Chacune de ces bagues est une pièce unique, façonnée à la main autour d’une pierre sourcée en direct. Vous pouvez vous en inspirer pour imaginer la vôtre : nous transposons l’esprit d’un modèle sans jamais le reproduire à l’identique. Découvrir la création sur mesure →
Tout ce que vous vous demandez sur le saphir teal
C’est un saphir naturel dont la couleur mêle le bleu et le vert dans un équilibre subtil, évoquant lagons et forêts. Il appartient à la famille du corindon, comme le rubis, et sa teinte provient de la présence combinée de fer et de titane. Son nom vient de l’anglais teal, la sarcelle, un canard au plumage bleu-vert.
Absolument. Avec une dureté de 9/10, le saphir teal supporte sans difficulté un port quotidien. Sa couleur bleu-vert offre une alternative moderne et personnelle au diamant comme au saphir bleu classique — un choix idéal pour une bague de fiançailles qui ne ressemble à aucune autre.

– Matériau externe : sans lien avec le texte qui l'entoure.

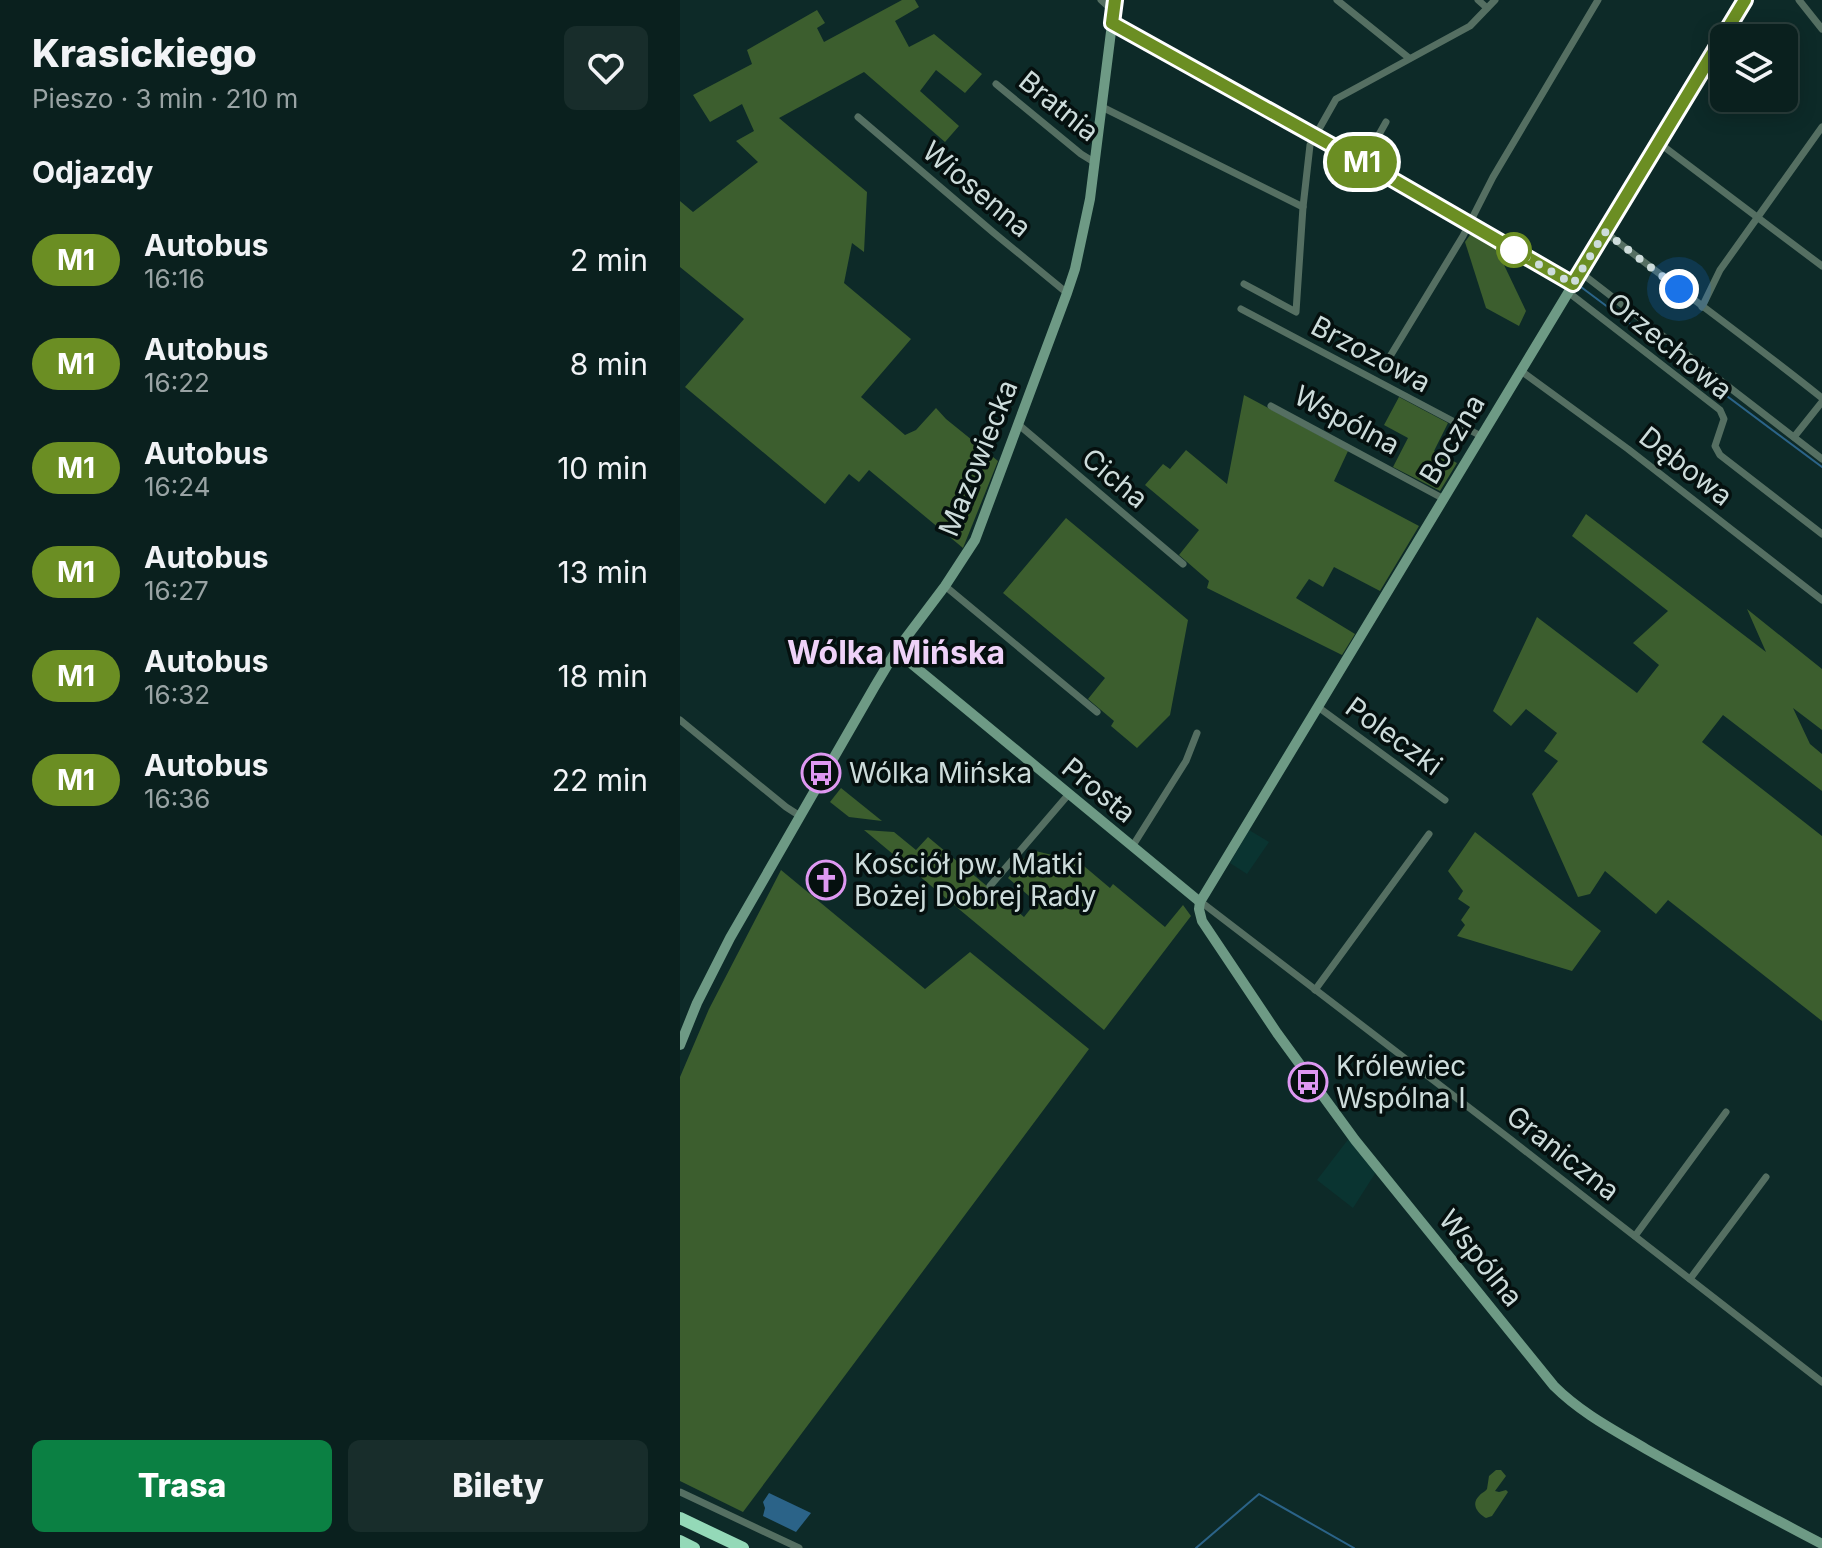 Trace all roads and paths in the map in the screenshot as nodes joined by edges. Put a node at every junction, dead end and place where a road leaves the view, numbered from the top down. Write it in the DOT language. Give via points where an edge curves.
graph roads {
  1 [pos="1101,0"];
  2 [pos="1337,0"];
  3 [pos="1478,0"];
  4 [pos="1495,0"];
  5 [pos="1598,0"];
  6 [pos="1745,0"];
  7 [pos="1799,0"];
  8 [pos="1114,6"];
  9 [pos="1487,8"];
  10 [pos="1112,23"];
  11 [pos="1822,29"];
  12 [pos="1409,58"];
  13 [pos="996,84"];
  14 [pos="1102,107"];
  15 [pos="858,117"];
  16 [pos="1386,122"];
  17 [pos="1822,127"];
  18 [pos="1316,136"];
  19 [pos="1659,143"];
  20 [pos="1094,162"];
  21 [pos="1363,163"];
  22 [pos="1303,207"];
  23 [pos="1758,217"];
  24 [pos="1469,224"];
  25 [pos="1605,232"];
  26 [pos="1822,266"];
  27 [pos="1580,272"];
  28 [pos="1244,284"];
  29 [pos="1570,288"];
  30 [pos="1067,293"];
  31 [pos="1702,307"];
  32 [pos="1241,309"];
  33 [pos="1386,363"];
  34 [pos="1521,371"];
  35 [pos="1822,400"];
  36 [pos="1271,406"];
  37 [pos="1019,425"];
  38 [pos="1481,436"];
  39 [pos="1794,437"];
  40 [pos="1822,459"];
  41 [pos="1444,499"];
  42 [pos="1822,534"];
  43 [pos="1183,564"];
  44 [pos="945,586"];
  45 [pos="1822,600"];
  46 [pos="896,651"];
  47 [pos="1318,707"];
  48 [pos="1097,712"];
  49 [pos="680,720"];
  50 [pos="1197,733"];
  51 [pos="1068,795"];
  52 [pos="1445,800"];
  53 [pos="800,816"];
  54 [pos="1429,834"];
  55 [pos="1132,847"];
  56 [pos="990,886"];
  57 [pos="1200,902"];
  58 [pos="1315,990"];
  59 [pos="680,1045"];
  60 [pos="1726,1112"];
  61 [pos="1766,1177"];
  62 [pos="1635,1236"];
  63 [pos="1690,1279"];
  64 [pos="1822,1382"];
  65 [pos="680,1492"];
  66 [pos="680,1518"];
  67 [pos="680,1541"];
  68 [pos="1822,1544"];
  69 [pos="694,1548"];
  70 [pos="743,1548"];
  71 [pos="799,1548"];
  1 -- 8 [label="street"];
  2 -- 12 [label="street"];
  3 -- 9 [label="street"];
  4 -- 9 [label="street"];
  5 -- 24 [label="street"];
  6 -- 19 [label="street, Boczna"];
  7 -- 11 [label="street"];
  8 -- 10 [label="street, Mazowiecka"];
  9 -- 12 [label="street" via="1470,26"];
  10 -- 14 [label="street, Mazowiecka"];
  10 -- 18 [label="street"];
  12 -- 18 [label="street" via="1336,99"];
  13 -- 20 [label="street, Bratnia"];
  14 -- 20 [label="street, Mazowiecka"];
  14 -- 22 [label="street"];
  15 -- 30 [label="street, Wiosenna"];
  16 -- 21 [label="street"];
  17 -- 23 [label="street"];
  18 -- 21 [label="street"];
  18 -- 22 [label="street" via="1310,145"];
  19 -- 23 [label="street"];
  19 -- 25 [label="street, Boczna"];
  20 -- 30 [label="street, Mazowiecka"];
  21 -- 24 [label="street"];
  22 -- 28 [label="street" via="1296,312"];
  23 -- 26 [label="street"];
  23 -- 31 [label="street" via="1720,270"];
  24 -- 29 [label="street"];
  24 -- 33 [label="street"];
  25 -- 27 [label="street, Boczna"];
  25 -- 31 [label="street"];
  27 -- 29 [label="street, Boczna"];
  27 -- 39 [label="street"];
  29 -- 34 [label="street, Boczna"];
  29 -- 42 [label="street, Orzechowa" via="1720,410 1724,419 1715,446 1720,455"];
  30 -- 37 [label="street, Mazowiecka"];
  31 -- 35 [label="street"];
  32 -- 38 [label="street, Brzozowa"];
  34 -- 38 [label="street, Boczna"];
  34 -- 45 [label="street, Dębowa"];
  35 -- 39 [label="street"];
  36 -- 41 [label="street, Wspólna"];
  37 -- 43 [label="street, Cicha"];
  37 -- 44 [label="street, Mazowiecka" via="975,540"];
  38 -- 41 [label="street, Boczna"];
  39 -- 40 [label="street"];
  41 -- 47 [label="street, Boczna"];
  44 -- 46 [label="street, Mazowiecka"];
  44 -- 48 [label="street"];
  46 -- 51 [label="street, Prosta"];
  46 -- 53 [label="street, Mazowiecka"];
  47 -- 52 [label="street, Poleczki"];
  47 -- 57 [label="street, Boczna"];
  49 -- 53 [label="street"];
  50 -- 55 [label="street" via="1186,761"];
  51 -- 55 [label="street, Prosta"];
  51 -- 56 [label="street"];
  53 -- 59 [label="street, Mazowiecka" via="713,971"];
  54 -- 58 [label="street"];
  55 -- 57 [label="street, Prosta"];
  57 -- 58 [label="street, Graniczna"];
  57 -- 68 [label="street, Wspólna" via="1202,921 1346,1128 1554,1386 1594,1418"];
  58 -- 62 [label="street, Graniczna"];
  60 -- 62 [label="street"];
  61 -- 63 [label="street"];
  62 -- 63 [label="street, Graniczna"];
  63 -- 64 [label="street, Graniczna"];
  65 -- 71 [label="street"];
  66 -- 70 [label="highway"];
  67 -- 69 [label="highway"];
}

Le Sri Lanka (teal lumineux et transparents), Madagascar (équilibrés et accessibles), le Montana (doux, terreux, souvent non chauffés) et l’Australie (plus sombres et verts). Le Nigeria et la Tanzanie complètent les sources récentes. Bonnot Paris source en direct depuis ses bureaux du Sri Lanka et de Bangkok.
Le teal mêle bleu et vert dans un équilibre fondu et homogène. Le saphir vert a basculé en dominante nettement verte. Le parti-color présente au contraire des zones de couleur distinctes visibles à l’œil nu. Trois rendus différents pour une même espèce minérale.
Comptez environ 600 à 1 200 € le carat pour un teal chauffé de bonne qualité (~1 ct), 1 200 à 3 000 € le carat pour un bel équilibre de 1 à 2 carats, et 3 000 à 8 000 € le carat pour une pierre non chauffée d’exception au-delà de 2 carats. Il reste plus accessible que le saphir bleu royal ou le padparadscha.
Trois garde-fous : le certificat d’un laboratoire indépendant (SSEF, GRS, GIA, ICA), l’examen à la loupe x10 qui révèle des inclusions naturelles absentes des synthétiques, et l’achat chez un professionnel de confiance — un négociant-joaillier membre de l’ICA. Méfiez-vous d’un teal trop transparent, trop parfait et trop bon marché.